*** Opening EXTRACTED DATA ***
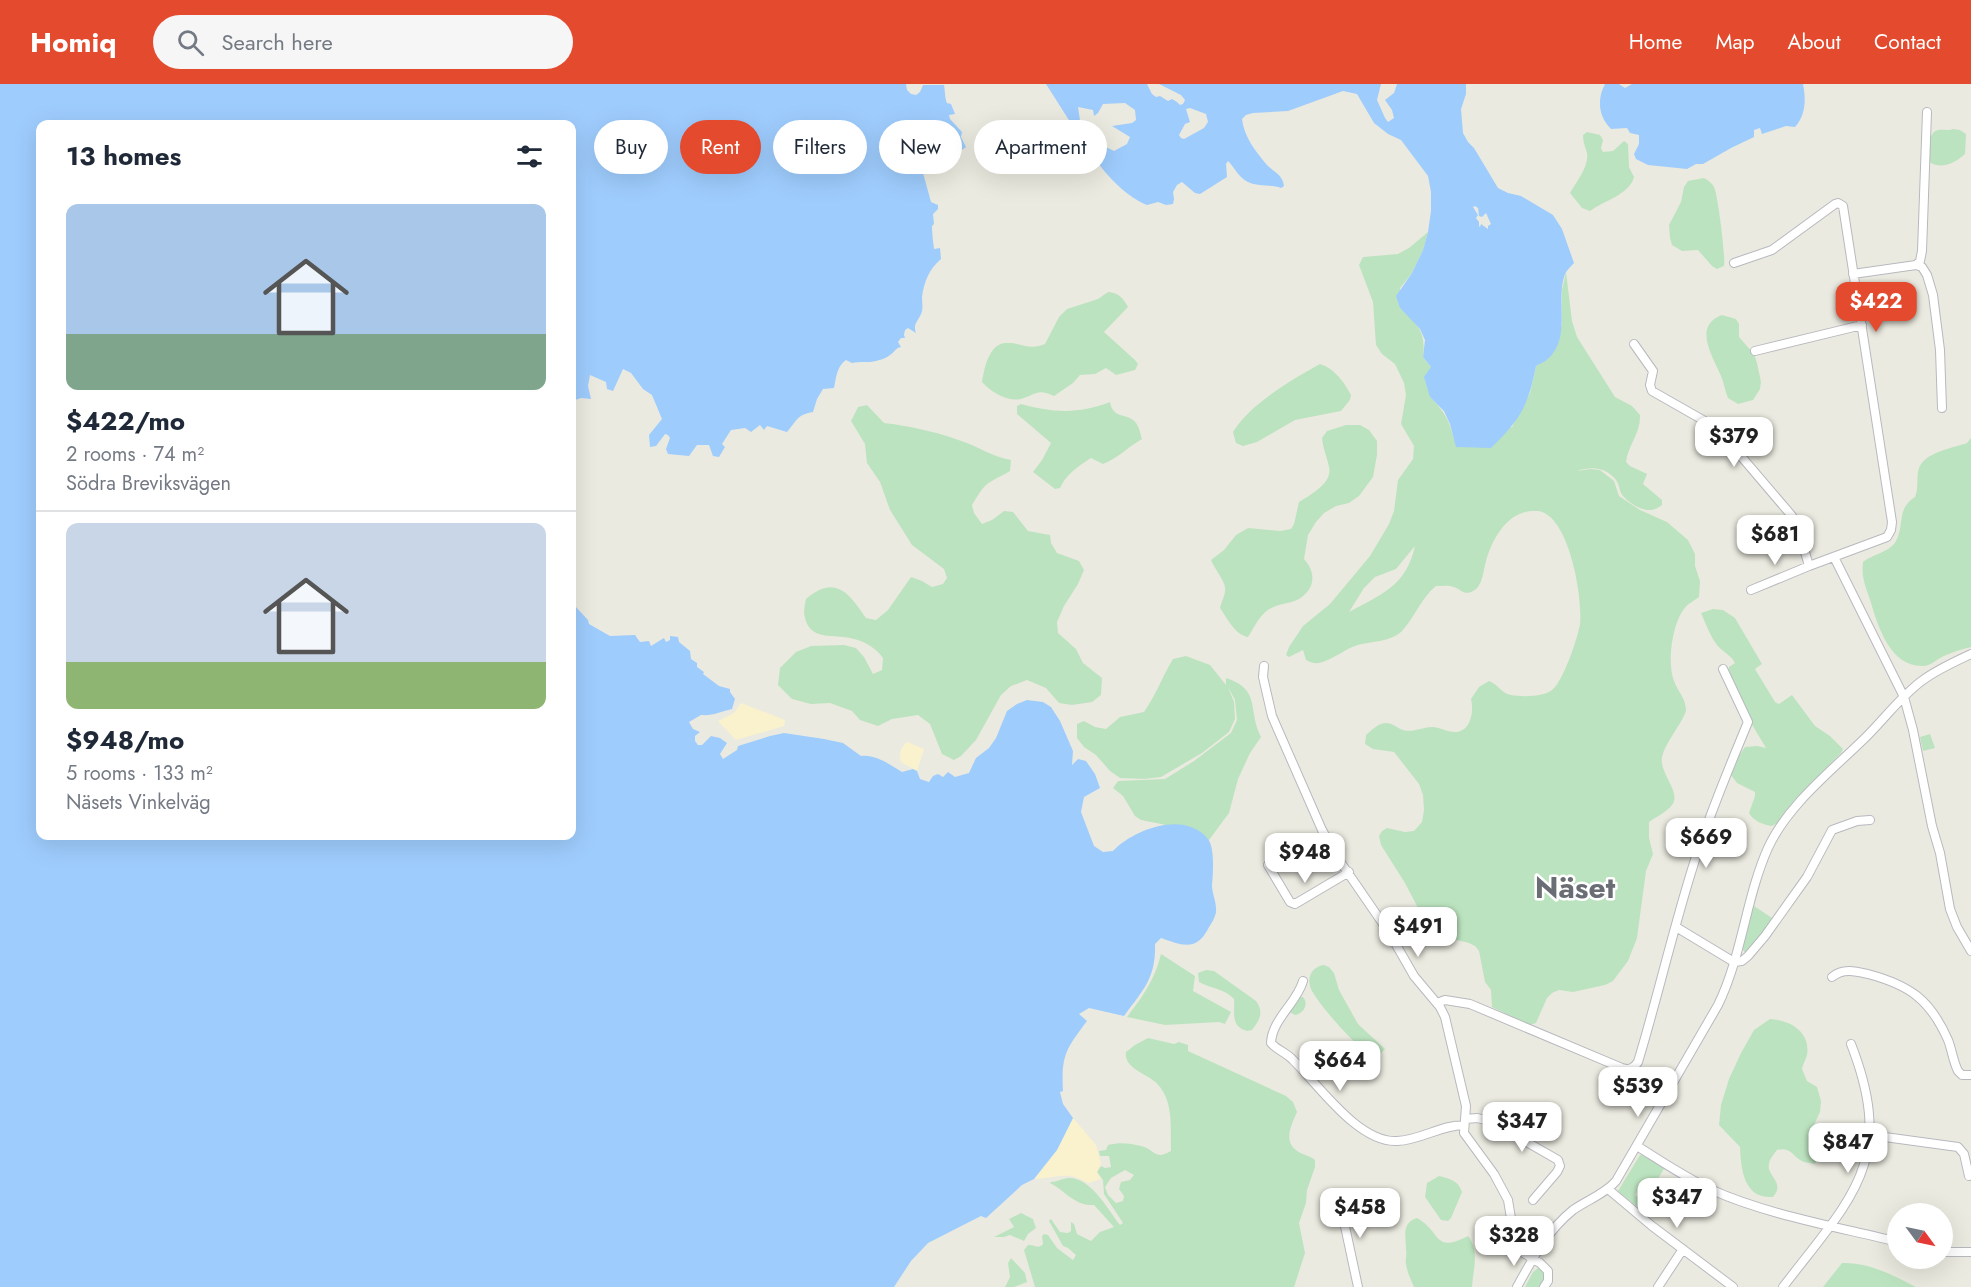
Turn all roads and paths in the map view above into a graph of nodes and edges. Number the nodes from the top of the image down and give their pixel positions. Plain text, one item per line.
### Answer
1 (1927, 112) dead end
2 (1734, 263) dead end
3 (1916, 265) junction
4 (1853, 274) junction
5 (1862, 325) junction
6 (1634, 344) dead end
7 (1755, 351) dead end
8 (1942, 408) dead end
9 (1834, 557) junction
10 (1809, 566) junction
11 (1751, 590) dead end
12 (1971, 654) edge
13 (1264, 666) dead end
14 (1724, 669) dead end
15 (1904, 697) junction
16 (1870, 820) dead end
17 (1268, 865) dead end
18 (1349, 872) junction
19 (1676, 927) junction
20 (1971, 951) edge
21 (1734, 962) junction
22 (1832, 977) dead end
23 (1303, 981) dead end
24 (1437, 1004) junction
25 (1851, 1044) dead end
26 (1971, 1075) edge
27 (1465, 1122) junction
28 (1870, 1135) junction
29 (1637, 1146) junction
30 (1969, 1176) dead end
31 (1608, 1189) junction
32 (1341, 1194) dead end
33 (1533, 1200) dead end
34 (1830, 1225) junction
35 (1887, 1239) edge
36 (1683, 1250) junction
37 (1953, 1252) edge
38 (1971, 1252) edge
39 (1533, 1258) junction
40 (1358, 1287) edge
41 (1517, 1287) edge
42 (1544, 1287) edge
43 (1658, 1287) edge
44 (1733, 1287) edge
45 (1783, 1287) edge

1 - 3 street
2 - 4 street
3 - 4 street
3 - 8 street
4 - 5 street
5 - 7 street
5 - 9 street
6 - 10 street
9 - 10 street
9 - 15 street
10 - 11 street
12 - 15 street
13 - 18 street
14 - 19 street
15 - 20 street
15 - 21 street
16 - 21 street
17 - 18 street
18 - 24 street
19 - 21 street
19 - 24 street
21 - 29 street
22 - 26 street
23 - 27 street
24 - 27 street
25 - 28 street
27 - 33 street
27 - 39 street
28 - 30 street
28 - 34 street
29 - 31 street
29 - 34 street
31 - 36 street
31 - 39 street
32 - 40 street
34 - 35 street
34 - 45 street
36 - 43 street
36 - 44 street
37 - 38 street
39 - 41 street
39 - 42 street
*** Closing EXTRACTED DATA ***
(WORK REQUEST) Write out the data once more exactly, omitting the pictures.

(WRITTEN REPLY)
Turn all roads and paths in the map view above into a graph of nodes and edges. Number the nodes from the top of the image down and give their pixel positions. Plain text, one item per line.
### Answer
1 (1927, 112) dead end
2 (1734, 263) dead end
3 (1916, 265) junction
4 (1853, 274) junction
5 (1862, 325) junction
6 (1634, 344) dead end
7 (1755, 351) dead end
8 (1942, 408) dead end
9 (1834, 557) junction
10 (1809, 566) junction
11 (1751, 590) dead end
12 (1971, 654) edge
13 (1264, 666) dead end
14 (1724, 669) dead end
15 (1904, 697) junction
16 (1870, 820) dead end
17 (1268, 865) dead end
18 (1349, 872) junction
19 (1676, 927) junction
20 (1971, 951) edge
21 (1734, 962) junction
22 (1832, 977) dead end
23 (1303, 981) dead end
24 (1437, 1004) junction
25 (1851, 1044) dead end
26 (1971, 1075) edge
27 (1465, 1122) junction
28 (1870, 1135) junction
29 (1637, 1146) junction
30 (1969, 1176) dead end
31 (1608, 1189) junction
32 (1341, 1194) dead end
33 (1533, 1200) dead end
34 (1830, 1225) junction
35 (1887, 1239) edge
36 (1683, 1250) junction
37 (1953, 1252) edge
38 (1971, 1252) edge
39 (1533, 1258) junction
40 (1358, 1287) edge
41 (1517, 1287) edge
42 (1544, 1287) edge
43 (1658, 1287) edge
44 (1733, 1287) edge
45 (1783, 1287) edge

1 - 3 street
2 - 4 street
3 - 4 street
3 - 8 street
4 - 5 street
5 - 7 street
5 - 9 street
6 - 10 street
9 - 10 street
9 - 15 street
10 - 11 street
12 - 15 street
13 - 18 street
14 - 19 street
15 - 20 street
15 - 21 street
16 - 21 street
17 - 18 street
18 - 24 street
19 - 21 street
19 - 24 street
21 - 29 street
22 - 26 street
23 - 27 street
24 - 27 street
25 - 28 street
27 - 33 street
27 - 39 street
28 - 30 street
28 - 34 street
29 - 31 street
29 - 34 street
31 - 36 street
31 - 39 street
32 - 40 street
34 - 35 street
34 - 45 street
36 - 43 street
36 - 44 street
37 - 38 street
39 - 41 street
39 - 42 street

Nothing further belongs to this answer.